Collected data
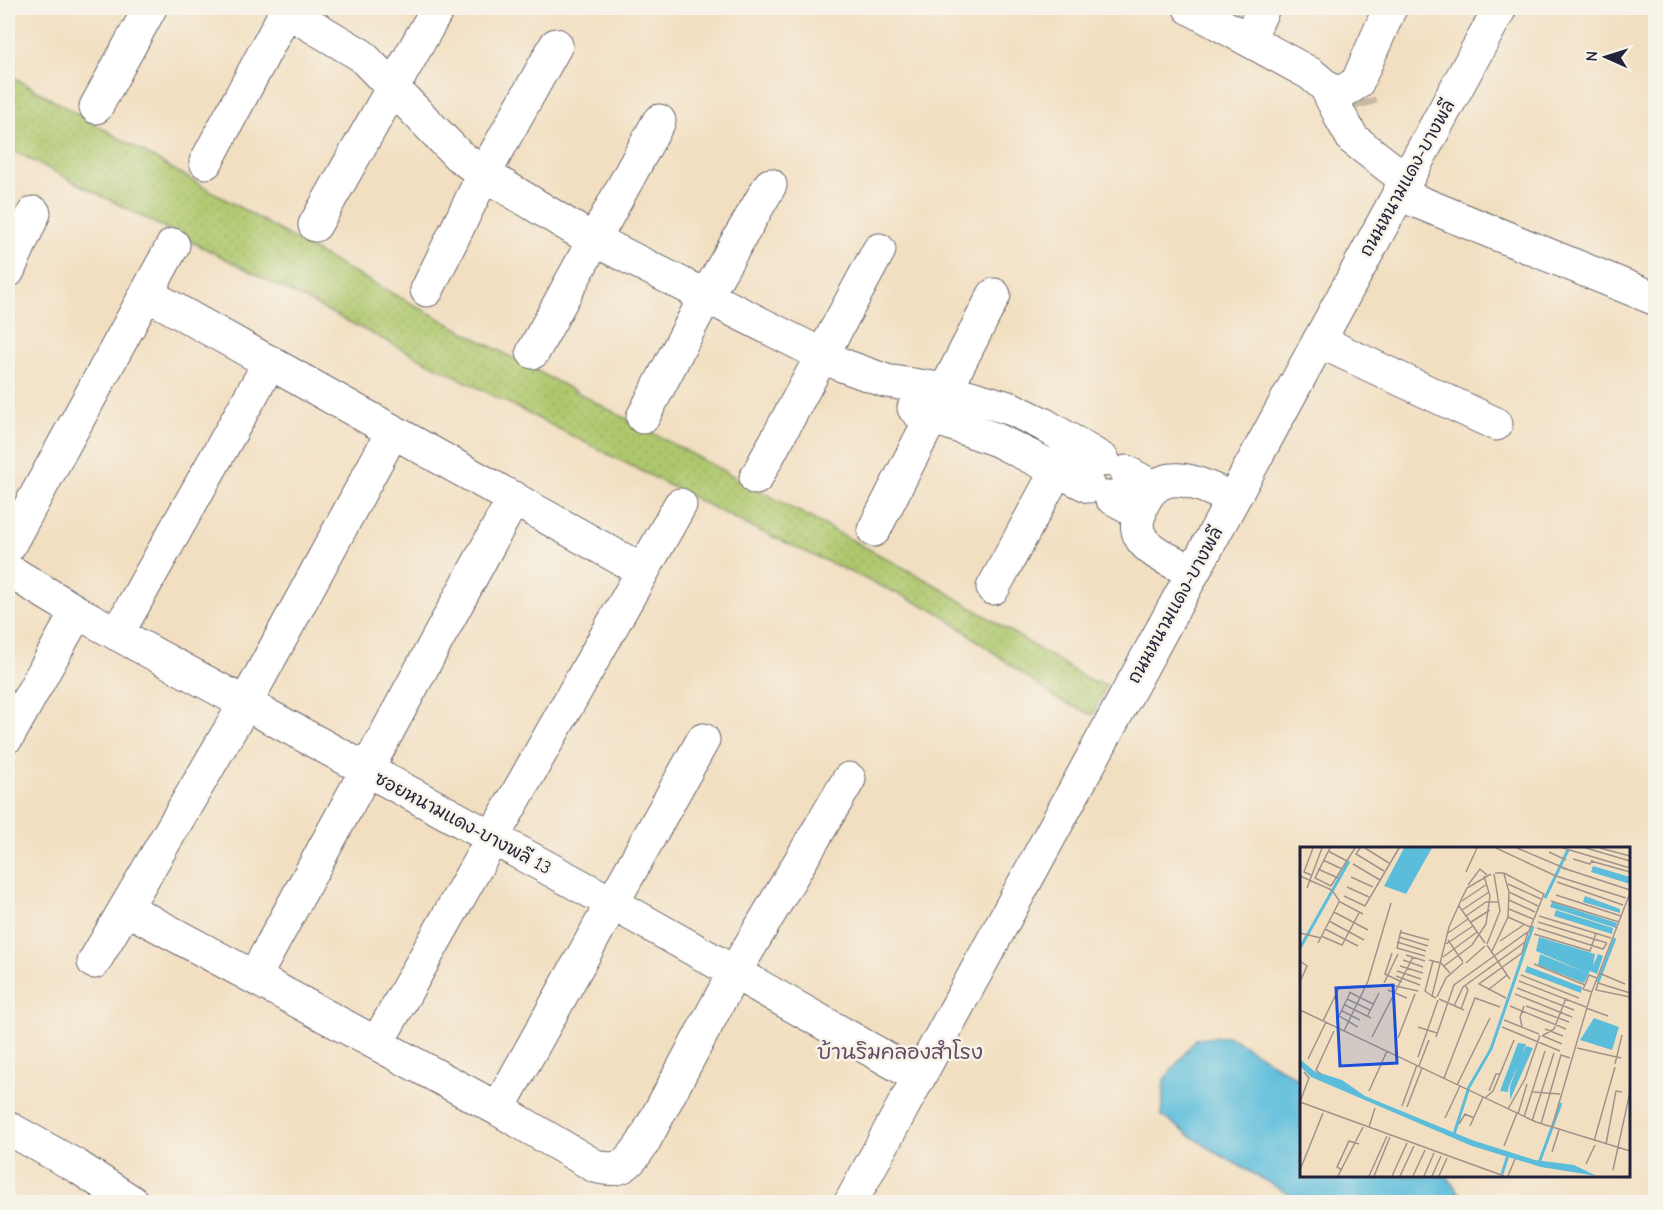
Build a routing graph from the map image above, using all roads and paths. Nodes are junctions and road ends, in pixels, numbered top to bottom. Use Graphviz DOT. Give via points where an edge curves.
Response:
graph roads {
  1 [pos="150,8"];
  2 [pos="285,8"];
  3 [pos="438,8"];
  4 [pos="1190,8"];
  5 [pos="1263,8"];
  6 [pos="1390,8"];
  7 [pos="1500,8"];
  8 [pos="1249,40"];
  9 [pos="556,45"];
  10 [pos="393,87"];
  11 [pos="1347,103"];
  12 [pos="96,106"];
  13 [pos="659,121"];
  14 [pos="206,162"];
  15 [pos="484,174"];
  16 [pos="1406,180"];
  17 [pos="770,185"];
  18 [pos="34,213"];
  19 [pos="315,225"];
  20 [pos="596,240"];
  21 [pos="173,245"];
  22 [pos="879,250"];
  23 [pos="8,272"];
  24 [pos="427,290"];
  25 [pos="147,294"];
  26 [pos="994,295"];
  27 [pos="706,296"];
  28 [pos="1656,299"];
  29 [pos="1318,341"];
  30 [pos="533,352"];
  31 [pos="822,355"];
  32 [pos="270,362"];
  33 [pos="939,403"];
  34 [pos="643,417"];
  35 [pos="1496,424"];
  36 [pos="393,431"];
  37 [pos="1074,441"];
  38 [pos="1055,470"];
  39 [pos="756,478"];
  40 [pos="1120,486"];
  41 [pos="514,498"];
  42 [pos="1233,499"];
  43 [pos="680,505"];
  44 [pos="874,530"];
  45 [pos="8,547"];
  46 [pos="8,570"];
  47 [pos="643,571"];
  48 [pos="1193,572"];
  49 [pos="993,588"];
  50 [pos="76,612"];
  51 [pos="117,634"];
  52 [pos="245,704"];
  53 [pos="8,736"];
  54 [pos="703,740"];
  55 [pos="367,771"];
  56 [pos="849,778"];
  57 [pos="490,838"];
  58 [pos="612,903"];
  59 [pos="127,909"];
  60 [pos="94,962"];
  61 [pos="734,973"];
  62 [pos="255,976"];
  63 [pos="377,1042"];
  64 [pos="919,1077"];
  65 [pos="498,1109"];
  66 [pos="8,1128"];
  67 [pos="132,1203"];
  68 [pos="851,1203"];
  1 -- 12 [label="street"];
  2 -- 10 [label="street" via="361,55"];
  2 -- 14 [label="street"];
  3 -- 10 [label="street"];
  4 -- 8 [label="street"];
  5 -- 8 [label="street"];
  6 -- 11 [label="street"];
  7 -- 16 [label="street, ถนนหนามแดง-บางพลี"];
  8 -- 11 [label="street" via="1311,75 1344,78"];
  9 -- 15 [label="street"];
  10 -- 15 [label="street" via="458,155"];
  10 -- 19 [label="street"];
  11 -- 16 [label="street" via="1353,139"];
  13 -- 20 [label="street"];
  15 -- 20 [label="street"];
  15 -- 24 [label="street"];
  16 -- 28 [label="street"];
  16 -- 29 [label="street, ถนนหนามแดง-บางพลี"];
  17 -- 27 [label="street"];
  18 -- 23 [label="street"];
  20 -- 27 [label="street"];
  20 -- 30 [label="street"];
  21 -- 25 [label="street"];
  22 -- 31 [label="street"];
  25 -- 32 [label="street"];
  25 -- 45 [label="street"];
  26 -- 33 [label="street"];
  27 -- 31 [label="street"];
  27 -- 34 [label="street"];
  29 -- 35 [label="street"];
  29 -- 42 [label="street, ถนนหนามแดง-บางพลี"];
  31 -- 33 [label="street"];
  31 -- 39 [label="street"];
  32 -- 36 [label="street"];
  32 -- 51 [label="street"];
  33 -- 37 [label="street" via="1012,410"];
  33 -- 38 [label="street" via="997,440"];
  33 -- 44 [label="street"];
  36 -- 41 [label="street"];
  36 -- 52 [label="street"];
  37 -- 38 [label="street"];
  37 -- 40 [label="street"];
  38 -- 40 [label="street"];
  38 -- 49 [label="street"];
  40 -- 42 [label="street" via="1194,482"];
  40 -- 48 [label="street" via="1139,536 1148,546"];
  41 -- 47 [label="street"];
  41 -- 55 [label="street"];
  42 -- 48 [label="street, ถนนหนามแดง-บางพลี"];
  43 -- 47 [label="street"];
  46 -- 50 [label="street, ซอยหนามแดง-บางพลี 13"];
  47 -- 57 [label="street"];
  48 -- 64 [label="street, ถนนหนามแดง-บางพลี"];
  50 -- 51 [label="street, ซอยหนามแดง-บางพลี 13"];
  50 -- 53 [label="street"];
  51 -- 52 [label="street, ซอยหนามแดง-บางพลี 13"];
  52 -- 55 [label="street, ซอยหนามแดง-บางพลี 13"];
  52 -- 59 [label="street"];
  54 -- 58 [label="street"];
  55 -- 57 [label="street, ซอยหนามแดง-บางพลี 13"];
  55 -- 62 [label="street"];
  56 -- 61 [label="street"];
  57 -- 58 [label="street, ซอยหนามแดง-บางพลี 13"];
  57 -- 63 [label="street"];
  58 -- 61 [label="street, ซอยหนามแดง-บางพลี 13"];
  58 -- 65 [label="street"];
  59 -- 60 [label="street"];
  59 -- 62 [label="street"];
  61 -- 64 [label="street, ซอยหนามแดง-บางพลี 13"];
  61 -- 65 [label="street" via="629,1164 610,1170 595,1166"];
  62 -- 63 [label="street"];
  63 -- 65 [label="street"];
  64 -- 68 [label="street, ถนนหนามแดง-บางพลี"];
  66 -- 67 [label="street"];
}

> [ABOUT THIS TASK]
Copy all lines from the data above that contain the word "roads".

> [RESULT FOR THIS EXERCISE]
Build a routing graph from the map image above, using all roads and paths. Nodes are junctions and road ends, in pixels, numbered top to bottom. Use Graphviz DOT. Give via points where an edge curves.
graph roads {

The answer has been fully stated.